Males consentidos

Reginaldo Villazón
Muita gente se lembra dos tempos, não tão distantes, em que a vida era simples – havia menos progresso e menos diversidade – e era possível caminhar com segurança pelas ruas das cidades, a qualquer hora do dia ou da noite. As pessoas se serviam mais dos ônibus urbanos, que se recolhiam ou escasseavam nas madrugadas. Assim, caminhar longos percursos nas ruas desertas, mesmo nas grandes cidades, era comum.
Esses tempos, não eram mais aqueles tempos da fartura produzida pelas terras agrícolas recém-desbravadas. Já não se amarrava cachorro com lingüiça. As cidades estavam organizadas e seus habitantes possuíam hábitos urbanos que os capacitavam a enfrentar e resolver os desafios impostos pela vida comunitária.
Em poucas décadas, houve grandes mudanças. Novos conhecimentos e conceitos, novas tecnologias e utilidades geraram alterações consideráveis no comportamento individual, no relacionamento interpessoal, no trabalho, no consumo, no lazer e no resto das atividades humanas. Problemas foram resolvidos. Mas outros problemas – como a exclusão social e o consumo de drogas – se tornaram graves.
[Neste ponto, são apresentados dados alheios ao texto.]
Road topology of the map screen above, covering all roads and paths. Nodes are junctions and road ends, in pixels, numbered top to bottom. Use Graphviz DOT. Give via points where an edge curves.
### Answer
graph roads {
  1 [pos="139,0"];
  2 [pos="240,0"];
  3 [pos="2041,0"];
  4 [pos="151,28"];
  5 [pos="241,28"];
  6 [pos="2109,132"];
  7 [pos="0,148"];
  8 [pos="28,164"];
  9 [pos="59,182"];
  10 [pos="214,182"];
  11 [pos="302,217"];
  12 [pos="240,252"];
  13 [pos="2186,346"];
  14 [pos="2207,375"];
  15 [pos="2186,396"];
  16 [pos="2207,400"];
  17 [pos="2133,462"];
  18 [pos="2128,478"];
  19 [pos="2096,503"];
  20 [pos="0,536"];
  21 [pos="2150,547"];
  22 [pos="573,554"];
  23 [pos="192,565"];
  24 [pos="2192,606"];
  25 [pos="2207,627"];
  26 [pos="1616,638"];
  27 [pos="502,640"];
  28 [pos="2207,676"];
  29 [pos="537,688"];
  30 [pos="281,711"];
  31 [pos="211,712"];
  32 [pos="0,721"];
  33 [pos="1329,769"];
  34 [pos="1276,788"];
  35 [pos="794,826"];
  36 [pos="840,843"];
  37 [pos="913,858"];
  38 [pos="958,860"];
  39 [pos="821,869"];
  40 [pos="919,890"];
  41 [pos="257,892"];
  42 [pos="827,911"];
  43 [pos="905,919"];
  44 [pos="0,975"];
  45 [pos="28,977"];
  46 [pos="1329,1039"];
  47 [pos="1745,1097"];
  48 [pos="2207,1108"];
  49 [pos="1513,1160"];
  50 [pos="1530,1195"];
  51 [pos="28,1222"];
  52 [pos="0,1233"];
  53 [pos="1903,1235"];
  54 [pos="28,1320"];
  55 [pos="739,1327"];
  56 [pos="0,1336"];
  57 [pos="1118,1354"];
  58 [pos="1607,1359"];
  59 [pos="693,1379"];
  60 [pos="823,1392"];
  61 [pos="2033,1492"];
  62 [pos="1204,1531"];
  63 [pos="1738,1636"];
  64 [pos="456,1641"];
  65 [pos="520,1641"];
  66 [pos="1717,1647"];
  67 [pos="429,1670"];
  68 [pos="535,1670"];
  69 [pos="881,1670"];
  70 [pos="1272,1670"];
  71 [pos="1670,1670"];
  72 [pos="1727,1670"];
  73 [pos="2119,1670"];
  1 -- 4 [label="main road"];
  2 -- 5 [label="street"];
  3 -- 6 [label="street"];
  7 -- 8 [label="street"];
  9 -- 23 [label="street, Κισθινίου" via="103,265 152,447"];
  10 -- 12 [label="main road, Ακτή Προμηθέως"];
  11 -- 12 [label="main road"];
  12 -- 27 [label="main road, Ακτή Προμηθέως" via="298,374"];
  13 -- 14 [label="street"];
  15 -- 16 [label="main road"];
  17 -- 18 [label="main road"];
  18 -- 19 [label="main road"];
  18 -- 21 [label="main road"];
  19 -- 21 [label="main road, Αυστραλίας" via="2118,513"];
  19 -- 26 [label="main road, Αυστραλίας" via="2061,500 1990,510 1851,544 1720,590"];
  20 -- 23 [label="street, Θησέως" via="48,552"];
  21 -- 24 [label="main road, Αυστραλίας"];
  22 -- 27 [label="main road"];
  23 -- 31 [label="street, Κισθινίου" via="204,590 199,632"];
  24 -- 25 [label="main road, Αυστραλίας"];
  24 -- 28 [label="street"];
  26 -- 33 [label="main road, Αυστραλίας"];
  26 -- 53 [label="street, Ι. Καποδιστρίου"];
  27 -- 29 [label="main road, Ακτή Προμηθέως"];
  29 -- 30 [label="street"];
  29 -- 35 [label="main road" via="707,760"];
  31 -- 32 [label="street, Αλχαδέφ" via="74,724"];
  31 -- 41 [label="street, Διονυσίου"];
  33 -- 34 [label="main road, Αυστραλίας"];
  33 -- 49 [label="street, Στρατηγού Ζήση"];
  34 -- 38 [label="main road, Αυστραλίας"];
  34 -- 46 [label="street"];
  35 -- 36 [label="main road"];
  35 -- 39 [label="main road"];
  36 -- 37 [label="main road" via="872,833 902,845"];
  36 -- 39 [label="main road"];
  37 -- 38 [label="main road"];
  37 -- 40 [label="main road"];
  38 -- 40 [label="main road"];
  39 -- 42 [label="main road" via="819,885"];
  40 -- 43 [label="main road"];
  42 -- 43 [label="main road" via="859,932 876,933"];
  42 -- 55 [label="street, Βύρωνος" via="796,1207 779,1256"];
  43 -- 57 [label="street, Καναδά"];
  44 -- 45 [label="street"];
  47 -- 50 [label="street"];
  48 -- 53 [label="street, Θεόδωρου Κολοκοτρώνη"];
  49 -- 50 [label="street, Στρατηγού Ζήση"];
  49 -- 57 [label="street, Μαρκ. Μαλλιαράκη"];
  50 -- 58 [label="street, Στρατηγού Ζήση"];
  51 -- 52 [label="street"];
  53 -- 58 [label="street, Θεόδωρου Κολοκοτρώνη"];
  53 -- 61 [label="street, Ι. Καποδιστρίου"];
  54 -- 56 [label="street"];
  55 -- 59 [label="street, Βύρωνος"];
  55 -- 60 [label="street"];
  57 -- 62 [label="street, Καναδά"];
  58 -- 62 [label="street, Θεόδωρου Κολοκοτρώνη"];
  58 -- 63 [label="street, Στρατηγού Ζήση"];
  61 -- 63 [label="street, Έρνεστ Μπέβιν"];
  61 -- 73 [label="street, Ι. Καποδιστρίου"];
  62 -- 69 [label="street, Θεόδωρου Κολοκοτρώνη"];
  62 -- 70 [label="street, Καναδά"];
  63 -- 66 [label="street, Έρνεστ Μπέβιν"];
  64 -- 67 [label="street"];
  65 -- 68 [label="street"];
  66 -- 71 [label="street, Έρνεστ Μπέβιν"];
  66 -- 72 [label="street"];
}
A prática de delitos evoluiu dos pequenos furtos para os assaltos contra pessoas, residências e empresas. Destes, para os assaltos organizados contra instituições financeiras e empresas depositárias de valores. Nos últimos anos, os crimes ganharam ousadia, crueldade e generalidade. Hoje, o sistema prisional brasileiro está superlotado e milhares de condenados estão livres nas ruas.
Para proteção, a sociedade tomou providências isoladas e de resultados parciais. Grades altas com lanças, muros altos com fios elétricos, portões eletrônicos, portas de ferro, fechaduras elétricas, interfones, câmaras de vídeo, alarmes e outras mais. Há clínicas médicas, consultórios odontológicos e pequenas lojas que funcionam por trás de portas de vidro blindado ou grades de ferro, trancadas eletricamente.
Observações e análises socioeconômicas, nas comunidades onde há mais violência, concluem que as condições de vida, trabalho, educação, cultura e lazer são precárias. Os jovens ficam expostos ao ócio e às más influências. Todos sofrem com a ausência da autoridade oficial e a carência dos serviços públicos. As infrações às leis, o comércio e o consumo de drogas encontram campo livre para se estabelecer e proliferar.
O coronel-de-exército Antônio Erasmo Dias (1924 – 2010) foi Secretário de Segurança Pública do Estado de São Paulo. Era "linha dura", acreditava no uso da força policial para combater o crime e sentenciava: "Bandido bom é bandido morto". Mas um dia, numa entrevista, desabafou: "A polícia combate o crime, mas não combate as causas do crime. O crime é efeito de uma sociedade doente".
De fato, as experiências bem sucedidas de redução drástica da violência aconteceram em cidades que priorizaram as autoridades locais (com destaque para as prefeituras), envolveram as populações residentes (com práticas de cidadania) e implementaram políticas públicas de promoção humana e combate à pobreza.
Há muitos casos exemplares. Dois tiveram repercussão mundial. As cidades de Bogotá e Medellín, na Colômbia, chegaram a reduzir os homicídios em 79% e 90% em poucos anos, através de ações conjugadas em nível local. Isto mostra que, onde autoridades e cidadãos se esquivam das suas responsabilidades, a violência persevera.